Más adelante expresó que la discusión de la reforma laboral también impactó en la percepción social del mercado de trabajo. En el último mes, la preocupación por el desempleo creció más de diez puntos en las encuestas y reveló que actualmente, uno de cada cinco argentinos señala al desempleo como el principal problema del país.
Al mismo tiempo, aseveró, persiste una fuerte demanda de cambios estructurales. Cerca del 67 % de los consultados considera necesarias reformas laborales o económicas profundas. Sin embargo, cuando se pregunta por la reforma específica impulsada por el gobierno, el respaldo cae significativamente.
“La sociedad quiere reformas, pero no necesariamente esta reforma. Es el clásico caso de expectativa versus realidad”, explicó Vilker.
El factor Villarruel
En el frente político del oficialismo también aparecen tensiones internas, particularmente en la relación con la vicepresidenta Victoria Villarruel. Para Vilker, ese conflicto podría tener impacto electoral si se profundiza.
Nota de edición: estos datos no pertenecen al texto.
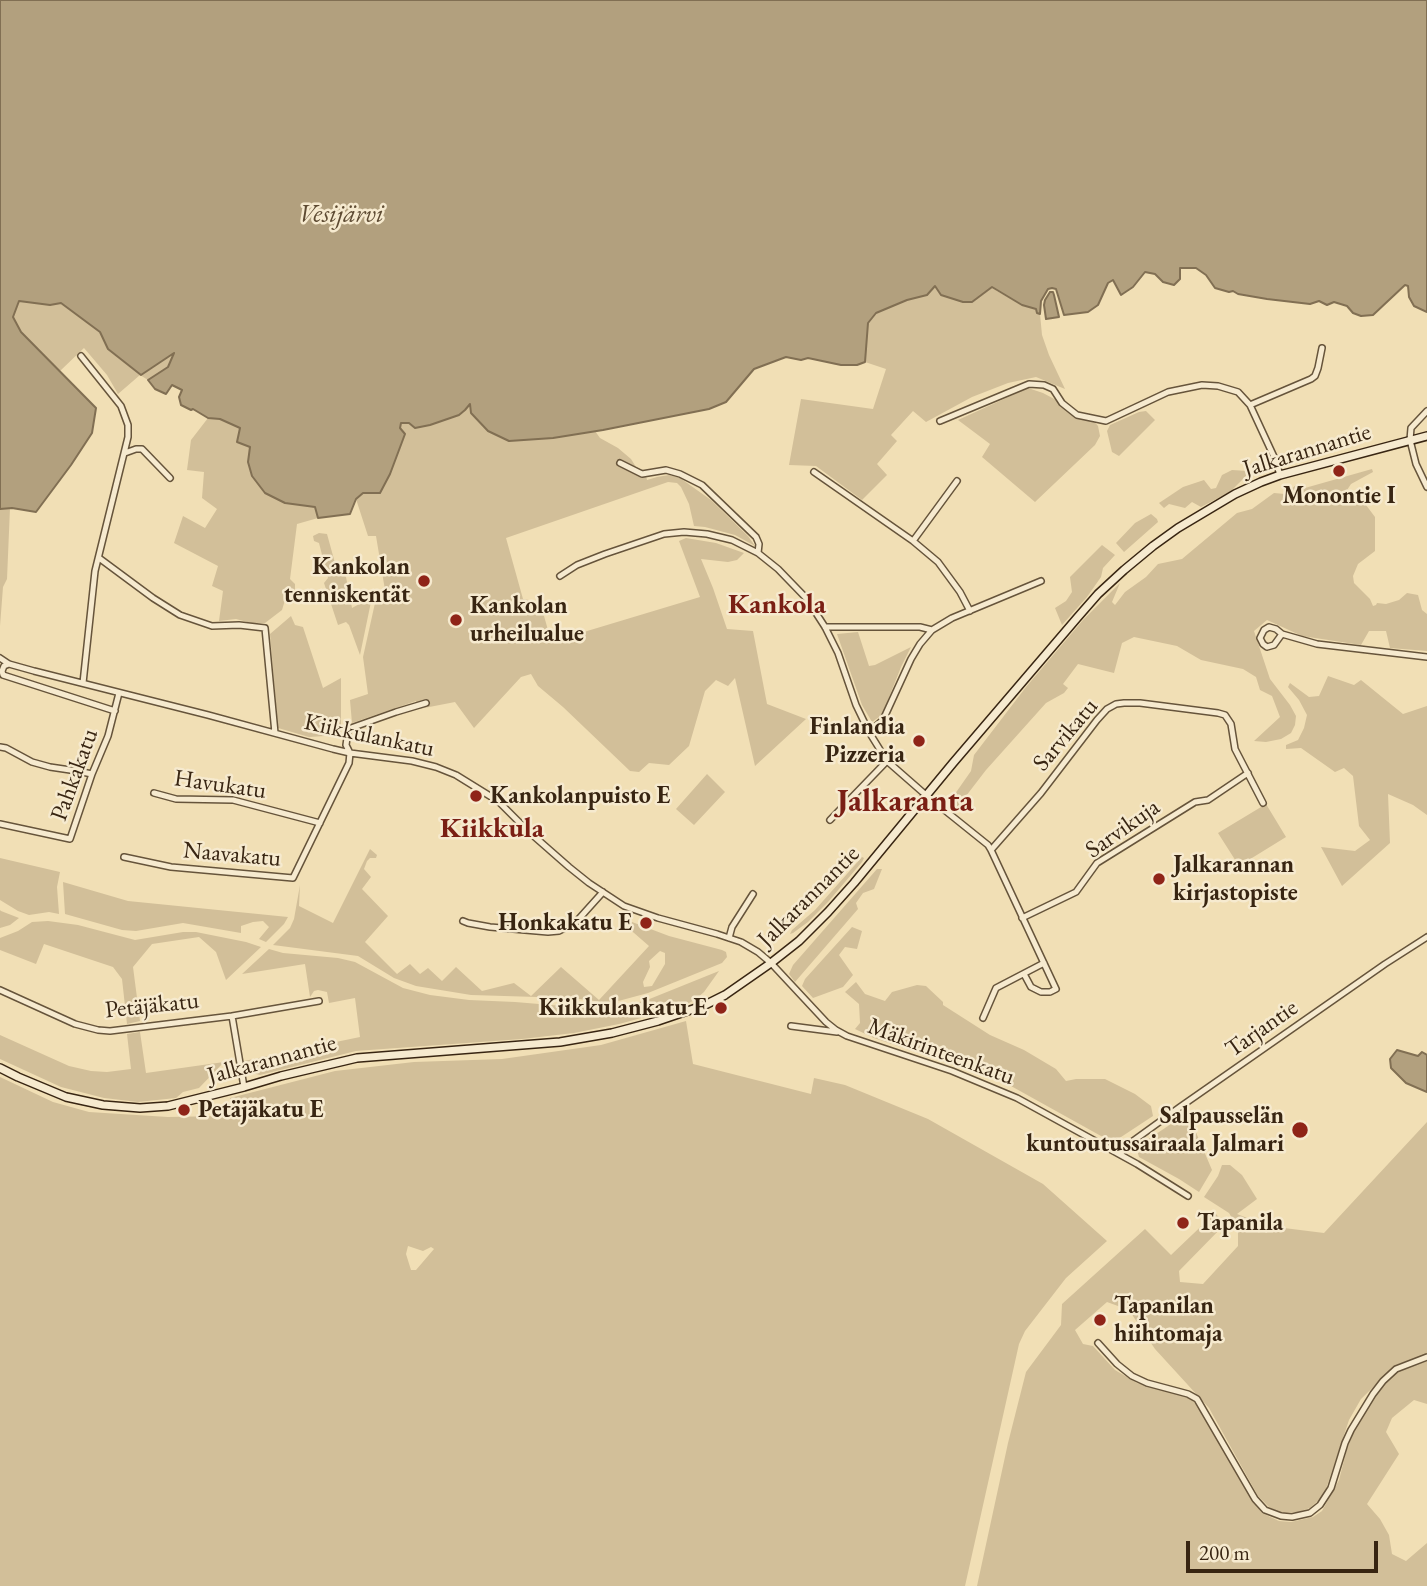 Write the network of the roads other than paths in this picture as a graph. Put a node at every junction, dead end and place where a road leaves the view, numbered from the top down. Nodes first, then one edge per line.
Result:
1 (1322, 348) dead end
2 (81, 356) dead end
3 (1250, 405) junction
4 (1427, 411) edge
5 (940, 421) dead end
6 (1427, 436) edge
7 (128, 437) junction
8 (1410, 440) junction
9 (142, 449) junction
10 (125, 453) junction
11 (620, 463) dead end
12 (814, 472) dead end
13 (1280, 475) junction
14 (170, 478) dead end
15 (957, 481) dead end
16 (1427, 487) edge
17 (913, 541) junction
18 (758, 553) junction
19 (99, 558) junction
20 (560, 576) dead end
21 (1041, 582) dead end
22 (970, 611) junction
23 (825, 626) junction
24 (932, 630) junction
25 (1282, 634) dead end
26 (1427, 657) edge
27 (0, 658) edge
28 (9, 664) junction
29 (83, 683) junction
30 (119, 694) junction
31 (426, 703) dead end
32 (115, 711) junction
33 (869, 732) junction
34 (275, 733) junction
35 (0, 747) edge
36 (350, 754) junction
37 (887, 761) junction
38 (92, 774) junction
39 (1248, 774) junction
40 (155, 793) dead end
41 (927, 796) junction
42 (1263, 803) dead end
43 (830, 820) dead end
44 (320, 823) junction
45 (0, 824) edge
46 (991, 850) junction
47 (124, 857) dead end
48 (603, 892) junction
49 (753, 894) dead end
50 (1022, 918) junction
51 (463, 920) dead end
52 (1427, 937) edge
53 (729, 938) junction
54 (771, 962) junction
55 (1044, 962) junction
56 (1024, 974) junction
57 (0, 990) edge
58 (319, 1001) dead end
59 (232, 1016) junction
60 (983, 1018) dead end
61 (791, 1026) dead end
62 (842, 1033) junction
63 (0, 1068) edge
64 (244, 1087) junction
65 (1120, 1154) junction
66 (1188, 1196) dead end
67 (1098, 1343) dead end
68 (1427, 1357) edge

1 - 3 street
2 - 7 street
3 - 5 street
3 - 13 street
4 - 8 street
6 - 8 main road, Jalkarannantie
7 - 9 street
7 - 10 street
8 - 13 main road, Jalkarannantie
8 - 16 street
9 - 10 street
9 - 14 street
10 - 19 street
11 - 18 street
12 - 17 street
13 - 41 main road, Jalkarannantie
15 - 17 street
17 - 22 street
18 - 20 street
18 - 23 street
19 - 29 street
19 - 34 street
21 - 22 street
22 - 24 street
23 - 24 street
23 - 33 street
24 - 33 street
25 - 26 street
27 - 28 street
28 - 29 street, Kiikkulankatu
28 - 32 street
29 - 30 street, Kiikkulankatu
30 - 32 street, Pahkakatu
30 - 34 street, Kiikkulankatu
31 - 36 street, Naavakatu
32 - 38 street, Pahkakatu
33 - 37 street
34 - 36 street, Kiikkulankatu
35 - 38 street
36 - 44 street, Naavakatu
36 - 48 street, Kiikkulankatu
37 - 41 street
37 - 43 street
38 - 45 street, Pahkakatu
39 - 42 street, Sarvikatu
39 - 46 street, Sarvikatu
39 - 50 street, Sarvikuja
40 - 44 street, Havukatu
41 - 46 street
41 - 54 main road, Jalkarannantie
44 - 47 street, Naavakatu
46 - 50 street
48 - 51 street
48 - 53 street, Kiikkulankatu
49 - 53 street
50 - 55 street
52 - 65 street, Tarjantie
53 - 54 street, Kiikkulankatu
54 - 62 street, Mäkirinteenkatu
54 - 64 main road, Jalkarannantie
55 - 56 street
55 - 56 street
56 - 60 street
57 - 59 street, Petäjäkatu
58 - 59 street, Petäjäkatu
59 - 64 street, Petäjäkatu
61 - 62 street
62 - 65 street, Mäkirinteenkatu
63 - 64 main road, Jalkarannantie
65 - 66 street, Mäkirinteenkatu
67 - 68 street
“A Milei no le sobra nada. Le está yendo bien, pero no le sobra apoyo. Cualquier actor que pueda quitarle algunos puntos puede complicarlo”, advirtió durante la entrevista con “Agenda Real”.
Villarruel, explicó, tiene un perfil distinto dentro del espacio oficialista: representa una derecha más conservadora y nacionalista, con vínculos más fuertes con sectores militares y religiosos. Y al respecto señaló que “si ese electorado no encuentra canalización dentro del oficialismo, puede terminar jugando por afuera”.
En el campo opositor todavía no aparece con claridad el liderazgo que pueda disputar el poder en el futuro. Para Vilker, esa incógnita sigue abierta.
Reconoció que podría surgir una figura con un estilo similar al de Milei, pero desde otro posicionamiento ideológico, o un dirigente que reivindique la política tradicional y la experiencia de gestión. En ese contexto también circulan nombres nuevos en el debate público, como el del escritor y conductor Dante Guebel, aunque la analista aclara que todavía se trata de fenómenos incipientes.
“Hay mucho ‘run run’ en el mundo político, pero todavía no es un fenómeno de opinión pública masiva. Tiene niveles muy altos de desconocimiento”, indicó.
El escenario social que describen las encuestas también muestra una polarización profunda. Dijo que cuando se pregunta a los ciudadanos qué palabra asocian con el presidente, aparecen dos percepciones opuestas: para una parte importante de la población Milei representa honestidad, mientras que otra lo vincula con la corrupción.
Explicó en este contexto que “las dos percepciones conviven al mismo tiempo. Son las dos Argentinas que vemos hoy”.
Además, confesó que los escándalos políticos tienen impacto limitado dentro del núcleo de votantes oficialistas. Según la analista, el factor que más erosiona la imagen del gobierno sigue siendo la economía cotidiana. “Hoy lo que más lastima al presidente no son los temas de corrupción, sino la microeconomía: las dificultades para llegar a fin de mes”, concluyó.